Segment Start: INFORMATION SHOWN
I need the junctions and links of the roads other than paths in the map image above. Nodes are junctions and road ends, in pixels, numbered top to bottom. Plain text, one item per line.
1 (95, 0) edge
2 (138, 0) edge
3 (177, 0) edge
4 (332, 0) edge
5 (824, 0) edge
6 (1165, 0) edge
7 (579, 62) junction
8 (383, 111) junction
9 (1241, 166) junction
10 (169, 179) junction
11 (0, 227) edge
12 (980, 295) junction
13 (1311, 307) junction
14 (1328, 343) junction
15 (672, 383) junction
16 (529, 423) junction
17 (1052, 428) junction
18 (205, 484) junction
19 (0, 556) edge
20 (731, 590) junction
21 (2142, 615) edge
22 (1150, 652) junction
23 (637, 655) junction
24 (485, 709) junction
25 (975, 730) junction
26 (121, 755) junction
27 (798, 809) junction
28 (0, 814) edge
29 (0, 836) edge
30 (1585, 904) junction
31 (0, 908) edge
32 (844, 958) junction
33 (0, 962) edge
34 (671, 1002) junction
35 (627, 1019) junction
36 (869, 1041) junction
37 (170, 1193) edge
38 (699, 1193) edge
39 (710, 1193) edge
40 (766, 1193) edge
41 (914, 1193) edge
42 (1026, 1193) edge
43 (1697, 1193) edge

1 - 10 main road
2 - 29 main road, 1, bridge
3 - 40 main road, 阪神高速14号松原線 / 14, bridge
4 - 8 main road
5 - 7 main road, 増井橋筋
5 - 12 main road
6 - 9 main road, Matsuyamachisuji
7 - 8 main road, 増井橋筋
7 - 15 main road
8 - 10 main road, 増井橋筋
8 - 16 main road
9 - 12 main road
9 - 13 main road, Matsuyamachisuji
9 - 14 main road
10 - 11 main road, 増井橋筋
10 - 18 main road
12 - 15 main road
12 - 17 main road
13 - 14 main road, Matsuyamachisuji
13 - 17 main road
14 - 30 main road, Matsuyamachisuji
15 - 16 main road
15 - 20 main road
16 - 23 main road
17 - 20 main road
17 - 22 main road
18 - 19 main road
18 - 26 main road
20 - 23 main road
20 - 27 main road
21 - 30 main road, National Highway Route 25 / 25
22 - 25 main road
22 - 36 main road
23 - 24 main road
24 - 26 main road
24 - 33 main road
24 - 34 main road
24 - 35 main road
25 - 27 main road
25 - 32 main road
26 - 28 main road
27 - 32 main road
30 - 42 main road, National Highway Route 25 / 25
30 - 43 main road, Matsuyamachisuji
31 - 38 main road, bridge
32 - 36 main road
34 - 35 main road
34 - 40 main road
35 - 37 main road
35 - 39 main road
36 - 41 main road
Segment End: INFORMATION SHOWN
GOAL OF THE EXERCISE :: Above are the records. Copy every line in them holding "増井橋筋".

WRITTEN RESPONSE ::
5 - 7 main road, 増井橋筋
7 - 8 main road, 増井橋筋
8 - 10 main road, 増井橋筋
10 - 11 main road, 増井橋筋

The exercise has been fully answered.